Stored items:
■ ■ ■

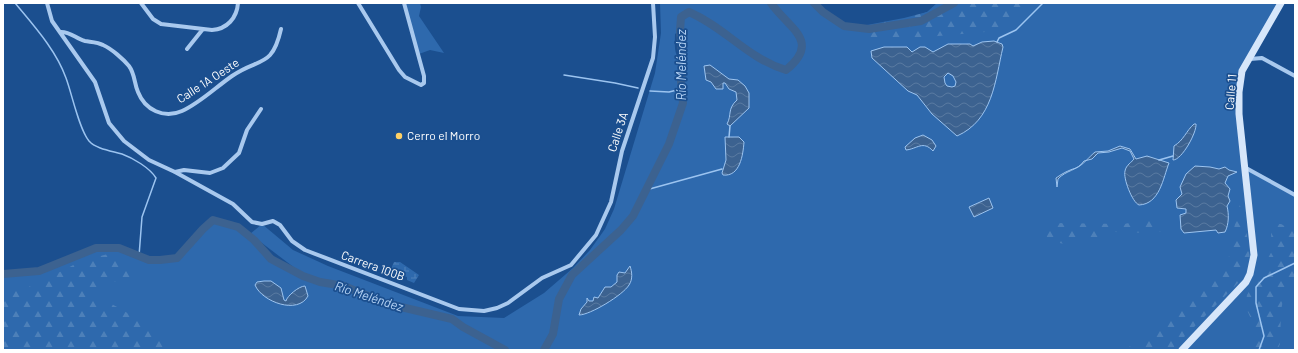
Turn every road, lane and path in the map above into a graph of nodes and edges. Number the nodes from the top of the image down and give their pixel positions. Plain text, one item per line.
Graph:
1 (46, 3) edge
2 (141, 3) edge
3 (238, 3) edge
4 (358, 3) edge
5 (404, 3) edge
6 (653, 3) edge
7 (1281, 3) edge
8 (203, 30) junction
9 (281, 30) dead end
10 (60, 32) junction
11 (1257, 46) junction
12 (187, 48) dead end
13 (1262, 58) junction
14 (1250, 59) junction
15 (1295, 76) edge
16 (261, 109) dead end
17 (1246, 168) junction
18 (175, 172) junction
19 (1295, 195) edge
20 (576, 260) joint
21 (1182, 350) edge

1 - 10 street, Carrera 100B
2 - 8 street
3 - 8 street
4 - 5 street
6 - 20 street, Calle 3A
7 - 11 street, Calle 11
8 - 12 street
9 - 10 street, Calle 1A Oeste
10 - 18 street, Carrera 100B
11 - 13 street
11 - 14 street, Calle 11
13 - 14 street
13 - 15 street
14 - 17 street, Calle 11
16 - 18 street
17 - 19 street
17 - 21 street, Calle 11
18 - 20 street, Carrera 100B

■ ■ ■

• WHAT TO PRODUCE
Reproduce every line of the data above, exactly as it stands, but not the pictures.

• YOUR SOLUTION
Turn every road, lane and path in the map above into a graph of nodes and edges. Number the nodes from the top of the image down and give their pixel positions. Plain text, one item per line.
Graph:
1 (46, 3) edge
2 (141, 3) edge
3 (238, 3) edge
4 (358, 3) edge
5 (404, 3) edge
6 (653, 3) edge
7 (1281, 3) edge
8 (203, 30) junction
9 (281, 30) dead end
10 (60, 32) junction
11 (1257, 46) junction
12 (187, 48) dead end
13 (1262, 58) junction
14 (1250, 59) junction
15 (1295, 76) edge
16 (261, 109) dead end
17 (1246, 168) junction
18 (175, 172) junction
19 (1295, 195) edge
20 (576, 260) joint
21 (1182, 350) edge

1 - 10 street, Carrera 100B
2 - 8 street
3 - 8 street
4 - 5 street
6 - 20 street, Calle 3A
7 - 11 street, Calle 11
8 - 12 street
9 - 10 street, Calle 1A Oeste
10 - 18 street, Carrera 100B
11 - 13 street
11 - 14 street, Calle 11
13 - 14 street
13 - 15 street
14 - 17 street, Calle 11
16 - 18 street
17 - 19 street
17 - 21 street, Calle 11
18 - 20 street, Carrera 100B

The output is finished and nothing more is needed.